Tally up the lines below containing the string "Greenwood", then write the number alone.

*** Opening of Data for this exercise ***

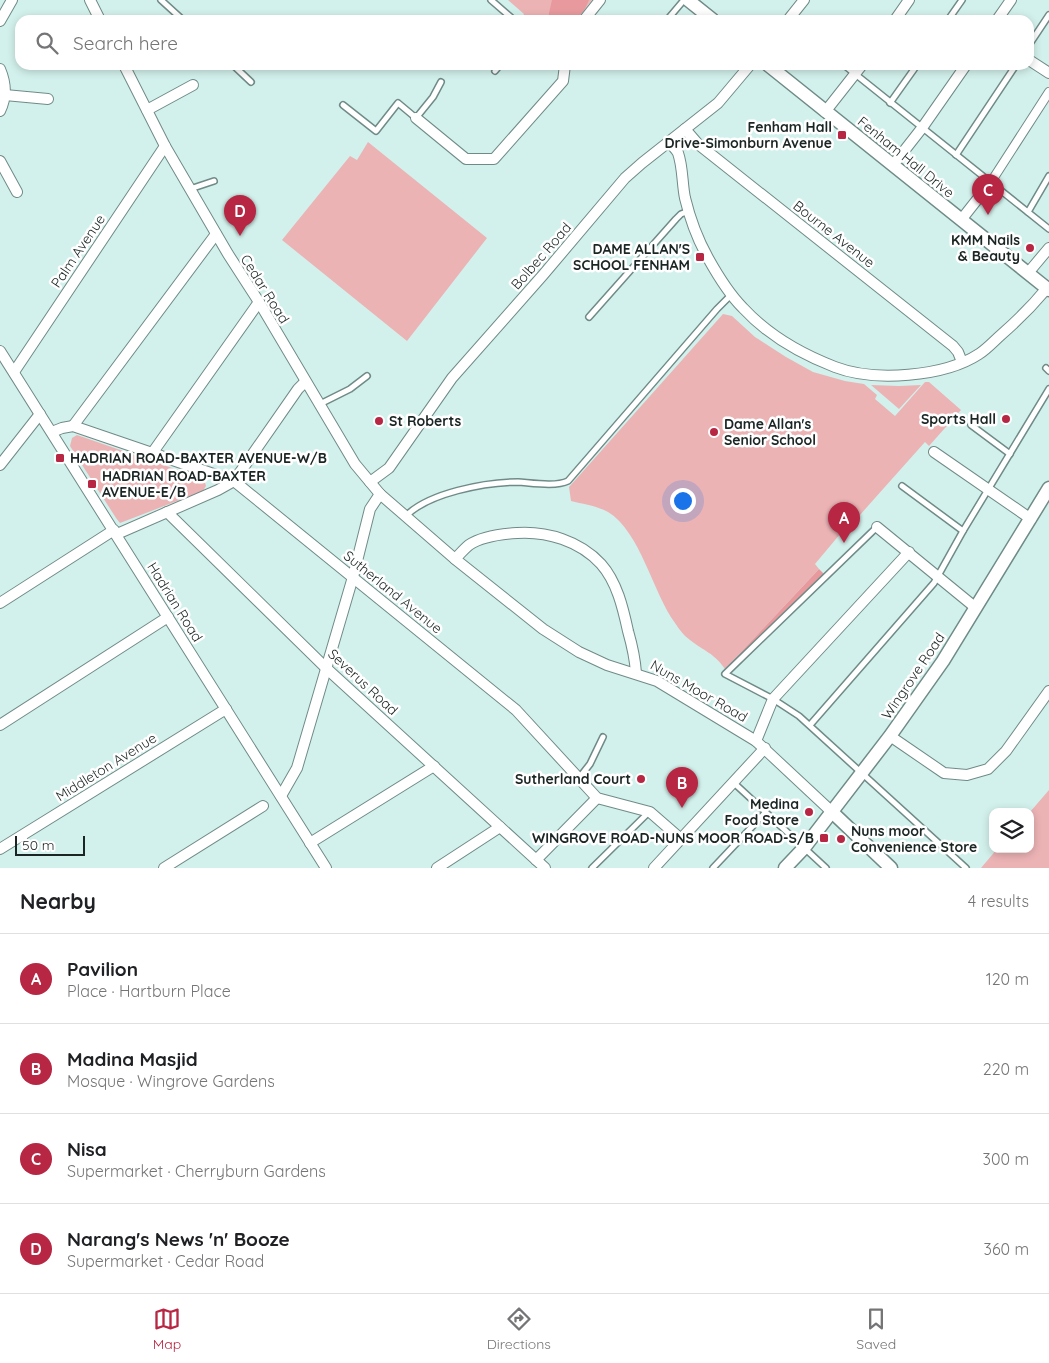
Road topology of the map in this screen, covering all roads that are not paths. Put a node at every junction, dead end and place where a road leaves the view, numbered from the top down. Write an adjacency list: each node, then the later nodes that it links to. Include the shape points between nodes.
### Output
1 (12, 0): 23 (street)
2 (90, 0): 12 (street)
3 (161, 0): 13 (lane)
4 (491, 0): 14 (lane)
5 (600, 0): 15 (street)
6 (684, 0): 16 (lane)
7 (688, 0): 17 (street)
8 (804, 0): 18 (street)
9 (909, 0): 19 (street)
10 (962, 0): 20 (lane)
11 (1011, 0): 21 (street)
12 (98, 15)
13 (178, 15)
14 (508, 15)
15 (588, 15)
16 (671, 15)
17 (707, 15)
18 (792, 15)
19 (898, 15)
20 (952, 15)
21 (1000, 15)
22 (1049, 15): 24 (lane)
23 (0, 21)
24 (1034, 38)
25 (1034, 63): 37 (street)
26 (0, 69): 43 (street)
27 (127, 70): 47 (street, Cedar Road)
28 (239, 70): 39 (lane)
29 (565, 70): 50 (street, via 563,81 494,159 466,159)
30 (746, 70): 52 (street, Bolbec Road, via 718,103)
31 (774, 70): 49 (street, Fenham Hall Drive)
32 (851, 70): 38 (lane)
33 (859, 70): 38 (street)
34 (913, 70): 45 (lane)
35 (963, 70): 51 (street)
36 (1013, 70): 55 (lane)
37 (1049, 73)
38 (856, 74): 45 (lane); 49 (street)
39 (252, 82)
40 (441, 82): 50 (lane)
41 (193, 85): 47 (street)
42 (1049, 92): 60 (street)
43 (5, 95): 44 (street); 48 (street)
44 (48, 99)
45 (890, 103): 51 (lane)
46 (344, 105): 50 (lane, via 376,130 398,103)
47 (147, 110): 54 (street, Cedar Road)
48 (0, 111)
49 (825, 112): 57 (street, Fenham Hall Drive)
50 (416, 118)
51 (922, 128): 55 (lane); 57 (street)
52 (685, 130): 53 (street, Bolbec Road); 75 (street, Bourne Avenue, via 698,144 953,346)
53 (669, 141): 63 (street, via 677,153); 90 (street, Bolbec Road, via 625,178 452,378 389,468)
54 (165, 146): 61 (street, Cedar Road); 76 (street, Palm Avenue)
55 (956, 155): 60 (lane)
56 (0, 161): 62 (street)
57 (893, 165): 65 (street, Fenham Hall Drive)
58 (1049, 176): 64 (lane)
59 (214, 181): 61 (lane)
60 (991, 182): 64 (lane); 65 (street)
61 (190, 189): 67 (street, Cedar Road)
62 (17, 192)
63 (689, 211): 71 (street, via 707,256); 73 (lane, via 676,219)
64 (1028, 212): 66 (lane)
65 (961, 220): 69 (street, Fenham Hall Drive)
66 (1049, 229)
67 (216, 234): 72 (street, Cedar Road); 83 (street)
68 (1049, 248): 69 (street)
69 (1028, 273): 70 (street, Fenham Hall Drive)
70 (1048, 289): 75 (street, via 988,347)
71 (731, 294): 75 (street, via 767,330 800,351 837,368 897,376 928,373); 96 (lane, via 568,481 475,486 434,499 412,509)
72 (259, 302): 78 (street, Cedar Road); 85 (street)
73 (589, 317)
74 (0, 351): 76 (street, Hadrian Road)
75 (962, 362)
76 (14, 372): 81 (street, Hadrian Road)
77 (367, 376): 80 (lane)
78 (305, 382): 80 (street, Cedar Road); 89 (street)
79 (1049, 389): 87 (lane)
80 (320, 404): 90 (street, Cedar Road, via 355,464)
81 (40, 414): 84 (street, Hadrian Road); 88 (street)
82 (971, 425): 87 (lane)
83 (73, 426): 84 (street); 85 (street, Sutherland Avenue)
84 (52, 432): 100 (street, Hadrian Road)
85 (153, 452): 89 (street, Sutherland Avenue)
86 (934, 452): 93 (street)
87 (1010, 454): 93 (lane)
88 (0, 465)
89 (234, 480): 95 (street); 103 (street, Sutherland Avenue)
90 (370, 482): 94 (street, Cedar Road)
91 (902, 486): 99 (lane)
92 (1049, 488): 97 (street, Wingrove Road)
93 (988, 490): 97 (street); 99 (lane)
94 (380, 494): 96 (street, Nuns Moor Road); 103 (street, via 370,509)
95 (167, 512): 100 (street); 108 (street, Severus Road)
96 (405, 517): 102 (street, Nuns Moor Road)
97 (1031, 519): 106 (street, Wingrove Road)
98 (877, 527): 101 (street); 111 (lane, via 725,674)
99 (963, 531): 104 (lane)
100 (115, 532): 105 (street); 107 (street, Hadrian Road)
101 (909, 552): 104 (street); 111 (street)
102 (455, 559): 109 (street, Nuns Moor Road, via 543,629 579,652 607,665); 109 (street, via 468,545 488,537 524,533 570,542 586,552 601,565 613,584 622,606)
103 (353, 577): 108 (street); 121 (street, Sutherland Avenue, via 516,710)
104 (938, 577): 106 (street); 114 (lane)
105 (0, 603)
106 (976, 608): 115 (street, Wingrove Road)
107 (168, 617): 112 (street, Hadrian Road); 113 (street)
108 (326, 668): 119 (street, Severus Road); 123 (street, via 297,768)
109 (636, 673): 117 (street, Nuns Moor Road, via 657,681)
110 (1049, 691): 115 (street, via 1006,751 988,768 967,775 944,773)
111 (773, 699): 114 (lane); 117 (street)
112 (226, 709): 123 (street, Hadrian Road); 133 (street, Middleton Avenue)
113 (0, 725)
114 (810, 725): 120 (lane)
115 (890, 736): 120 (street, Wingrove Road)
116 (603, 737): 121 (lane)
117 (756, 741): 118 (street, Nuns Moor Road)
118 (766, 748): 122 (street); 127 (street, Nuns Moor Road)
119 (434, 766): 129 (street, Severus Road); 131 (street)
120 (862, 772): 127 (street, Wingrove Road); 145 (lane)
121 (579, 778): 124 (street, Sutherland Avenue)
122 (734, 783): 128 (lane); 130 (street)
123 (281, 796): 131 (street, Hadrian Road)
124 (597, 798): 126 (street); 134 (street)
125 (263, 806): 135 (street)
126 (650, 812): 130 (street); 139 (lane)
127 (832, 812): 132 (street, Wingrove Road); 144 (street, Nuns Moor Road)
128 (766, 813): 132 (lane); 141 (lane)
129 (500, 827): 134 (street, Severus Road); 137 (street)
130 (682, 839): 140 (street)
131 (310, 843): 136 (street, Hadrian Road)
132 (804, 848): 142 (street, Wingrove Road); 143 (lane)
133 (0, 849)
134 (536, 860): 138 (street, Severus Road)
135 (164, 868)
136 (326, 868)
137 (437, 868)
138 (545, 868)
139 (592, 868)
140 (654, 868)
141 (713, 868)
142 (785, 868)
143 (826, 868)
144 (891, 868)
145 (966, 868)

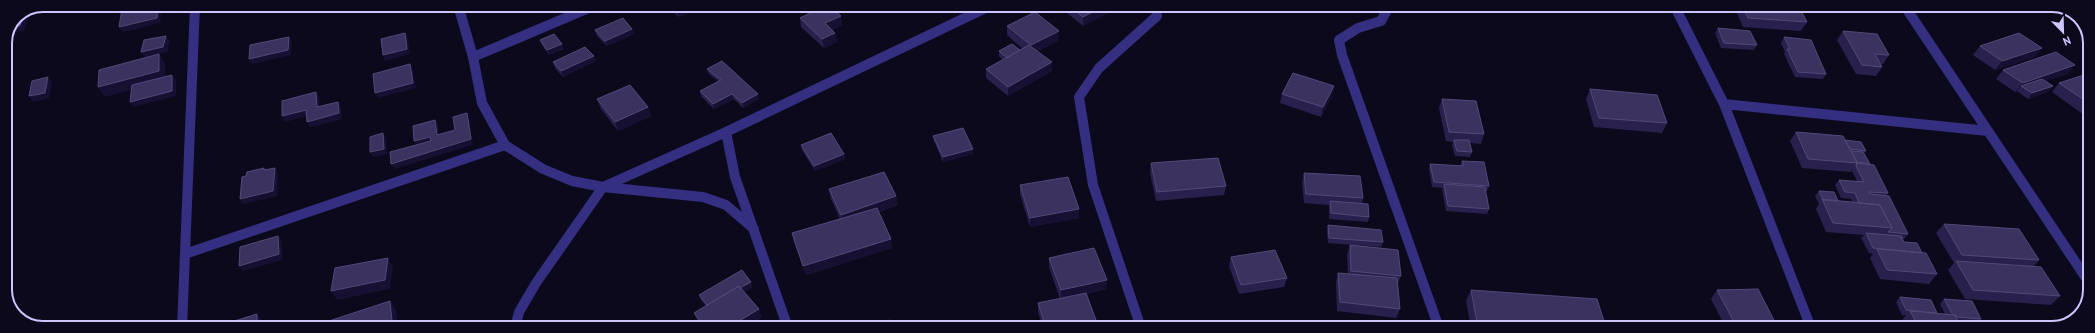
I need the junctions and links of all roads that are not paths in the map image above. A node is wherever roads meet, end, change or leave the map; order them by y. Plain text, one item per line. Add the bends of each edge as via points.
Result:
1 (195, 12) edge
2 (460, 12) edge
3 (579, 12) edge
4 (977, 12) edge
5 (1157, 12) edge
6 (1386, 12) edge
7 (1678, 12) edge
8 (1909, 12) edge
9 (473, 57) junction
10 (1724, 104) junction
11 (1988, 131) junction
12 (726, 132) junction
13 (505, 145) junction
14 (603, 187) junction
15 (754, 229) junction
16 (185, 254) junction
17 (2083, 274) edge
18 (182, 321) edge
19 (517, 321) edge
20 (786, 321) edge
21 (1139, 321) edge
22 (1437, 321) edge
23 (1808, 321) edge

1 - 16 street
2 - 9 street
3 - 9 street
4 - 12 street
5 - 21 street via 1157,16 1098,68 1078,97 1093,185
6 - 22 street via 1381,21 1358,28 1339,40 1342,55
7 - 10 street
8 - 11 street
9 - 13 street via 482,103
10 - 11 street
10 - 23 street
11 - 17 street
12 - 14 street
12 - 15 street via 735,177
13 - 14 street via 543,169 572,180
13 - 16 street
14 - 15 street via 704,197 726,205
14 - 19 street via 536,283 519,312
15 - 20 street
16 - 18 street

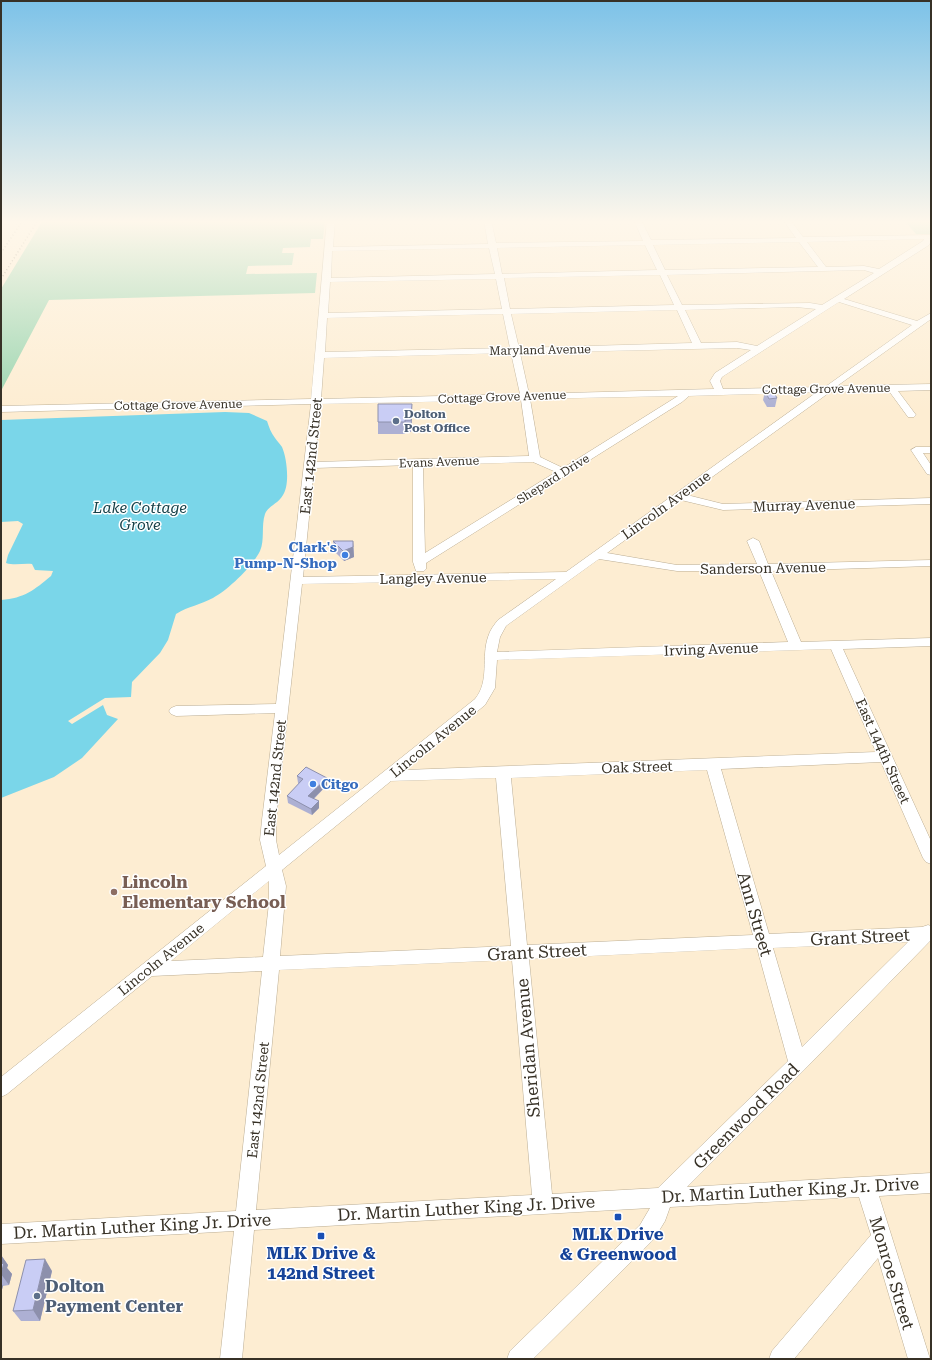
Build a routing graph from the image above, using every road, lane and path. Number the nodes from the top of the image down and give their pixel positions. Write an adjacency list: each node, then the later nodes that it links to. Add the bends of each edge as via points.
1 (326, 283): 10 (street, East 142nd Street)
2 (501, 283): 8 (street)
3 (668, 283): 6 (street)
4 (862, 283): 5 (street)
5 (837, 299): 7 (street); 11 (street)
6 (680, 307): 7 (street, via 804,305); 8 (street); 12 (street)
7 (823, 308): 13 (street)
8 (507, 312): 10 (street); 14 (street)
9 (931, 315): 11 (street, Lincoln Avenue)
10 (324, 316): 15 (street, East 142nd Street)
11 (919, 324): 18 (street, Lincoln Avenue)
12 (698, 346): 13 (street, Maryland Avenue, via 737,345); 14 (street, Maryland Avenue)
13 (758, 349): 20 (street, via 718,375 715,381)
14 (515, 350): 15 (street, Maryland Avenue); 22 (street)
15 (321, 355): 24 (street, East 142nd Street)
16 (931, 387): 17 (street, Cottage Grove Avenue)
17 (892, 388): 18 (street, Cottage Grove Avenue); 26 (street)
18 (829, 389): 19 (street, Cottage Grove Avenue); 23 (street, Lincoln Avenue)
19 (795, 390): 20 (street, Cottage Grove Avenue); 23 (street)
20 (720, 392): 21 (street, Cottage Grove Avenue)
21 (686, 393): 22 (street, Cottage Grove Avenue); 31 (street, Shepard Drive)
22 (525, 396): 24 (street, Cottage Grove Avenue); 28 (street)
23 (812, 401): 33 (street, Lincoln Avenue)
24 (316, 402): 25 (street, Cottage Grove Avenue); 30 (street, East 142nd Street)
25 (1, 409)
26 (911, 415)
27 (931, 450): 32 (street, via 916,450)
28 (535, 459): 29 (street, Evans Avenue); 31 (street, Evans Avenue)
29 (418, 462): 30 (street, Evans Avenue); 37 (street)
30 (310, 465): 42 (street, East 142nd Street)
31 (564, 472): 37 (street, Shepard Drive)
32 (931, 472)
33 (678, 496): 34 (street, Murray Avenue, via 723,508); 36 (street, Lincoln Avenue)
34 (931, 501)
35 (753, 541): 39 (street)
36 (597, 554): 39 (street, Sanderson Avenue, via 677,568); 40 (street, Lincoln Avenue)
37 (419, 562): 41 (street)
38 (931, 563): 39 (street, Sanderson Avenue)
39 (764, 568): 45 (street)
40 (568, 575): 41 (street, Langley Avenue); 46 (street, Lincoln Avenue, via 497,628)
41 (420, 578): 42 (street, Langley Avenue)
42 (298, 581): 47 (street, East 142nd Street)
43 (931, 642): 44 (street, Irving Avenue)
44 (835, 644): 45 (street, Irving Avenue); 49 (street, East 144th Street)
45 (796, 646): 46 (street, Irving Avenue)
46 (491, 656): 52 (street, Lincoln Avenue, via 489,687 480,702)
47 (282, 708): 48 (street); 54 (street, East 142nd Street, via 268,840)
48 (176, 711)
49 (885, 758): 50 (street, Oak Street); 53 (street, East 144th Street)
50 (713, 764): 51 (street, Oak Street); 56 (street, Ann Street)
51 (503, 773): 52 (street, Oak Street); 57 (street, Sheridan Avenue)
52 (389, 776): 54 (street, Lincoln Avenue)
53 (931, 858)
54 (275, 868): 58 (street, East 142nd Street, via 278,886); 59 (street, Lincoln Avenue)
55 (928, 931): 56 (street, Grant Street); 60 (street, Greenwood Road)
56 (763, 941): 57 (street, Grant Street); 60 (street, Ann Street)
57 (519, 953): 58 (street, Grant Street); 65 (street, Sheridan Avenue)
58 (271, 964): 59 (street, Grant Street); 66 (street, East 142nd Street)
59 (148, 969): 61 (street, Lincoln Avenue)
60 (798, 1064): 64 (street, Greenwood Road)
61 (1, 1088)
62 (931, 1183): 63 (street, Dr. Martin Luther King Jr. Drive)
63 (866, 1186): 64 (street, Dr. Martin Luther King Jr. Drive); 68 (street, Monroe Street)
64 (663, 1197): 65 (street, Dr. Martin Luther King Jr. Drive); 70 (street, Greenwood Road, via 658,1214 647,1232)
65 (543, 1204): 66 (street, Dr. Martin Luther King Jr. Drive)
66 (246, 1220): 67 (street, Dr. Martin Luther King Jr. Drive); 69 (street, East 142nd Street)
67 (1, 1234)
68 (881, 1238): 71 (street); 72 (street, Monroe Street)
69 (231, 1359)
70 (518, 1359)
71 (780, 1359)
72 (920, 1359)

*** Close of Data for this exercise ***

* [Response to the exercise]
3